**Stored items:**

****************

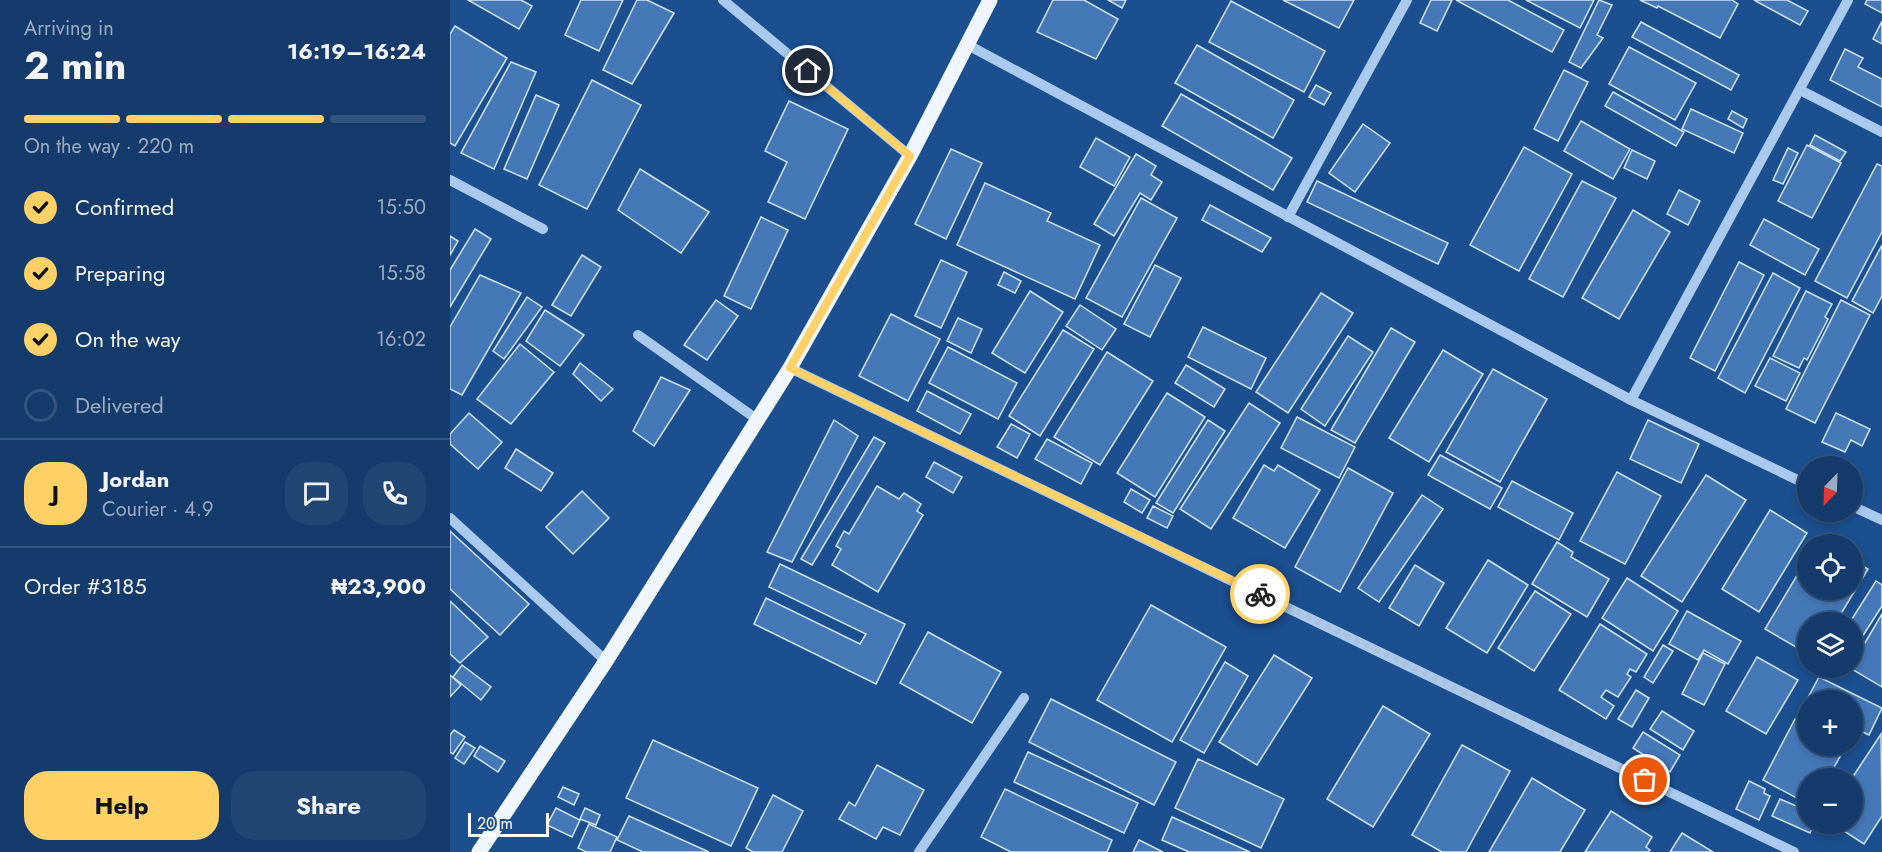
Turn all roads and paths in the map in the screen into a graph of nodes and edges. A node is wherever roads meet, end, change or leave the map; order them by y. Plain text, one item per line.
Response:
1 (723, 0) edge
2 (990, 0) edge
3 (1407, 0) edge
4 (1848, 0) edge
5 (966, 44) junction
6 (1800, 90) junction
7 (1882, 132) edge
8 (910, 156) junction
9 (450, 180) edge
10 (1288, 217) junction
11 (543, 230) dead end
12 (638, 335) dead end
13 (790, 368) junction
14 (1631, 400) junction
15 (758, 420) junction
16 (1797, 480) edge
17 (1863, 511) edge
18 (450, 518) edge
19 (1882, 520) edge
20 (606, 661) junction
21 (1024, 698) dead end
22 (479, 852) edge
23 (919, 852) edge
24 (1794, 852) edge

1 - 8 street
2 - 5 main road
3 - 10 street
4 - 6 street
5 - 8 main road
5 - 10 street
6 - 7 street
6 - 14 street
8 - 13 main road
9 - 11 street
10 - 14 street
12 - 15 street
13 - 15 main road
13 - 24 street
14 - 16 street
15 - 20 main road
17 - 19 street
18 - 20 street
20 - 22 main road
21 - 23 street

****************

**ACTIVITY:** Set down the records in full and exactly. Do not carry over any image.

**EXERCISE RESULT:**
Turn all roads and paths in the map in the screen into a graph of nodes and edges. A node is wherever roads meet, end, change or leave the map; order them by y. Plain text, one item per line.
Response:
1 (723, 0) edge
2 (990, 0) edge
3 (1407, 0) edge
4 (1848, 0) edge
5 (966, 44) junction
6 (1800, 90) junction
7 (1882, 132) edge
8 (910, 156) junction
9 (450, 180) edge
10 (1288, 217) junction
11 (543, 230) dead end
12 (638, 335) dead end
13 (790, 368) junction
14 (1631, 400) junction
15 (758, 420) junction
16 (1797, 480) edge
17 (1863, 511) edge
18 (450, 518) edge
19 (1882, 520) edge
20 (606, 661) junction
21 (1024, 698) dead end
22 (479, 852) edge
23 (919, 852) edge
24 (1794, 852) edge

1 - 8 street
2 - 5 main road
3 - 10 street
4 - 6 street
5 - 8 main road
5 - 10 street
6 - 7 street
6 - 14 street
8 - 13 main road
9 - 11 street
10 - 14 street
12 - 15 street
13 - 15 main road
13 - 24 street
14 - 16 street
15 - 20 main road
17 - 19 street
18 - 20 street
20 - 22 main road
21 - 23 street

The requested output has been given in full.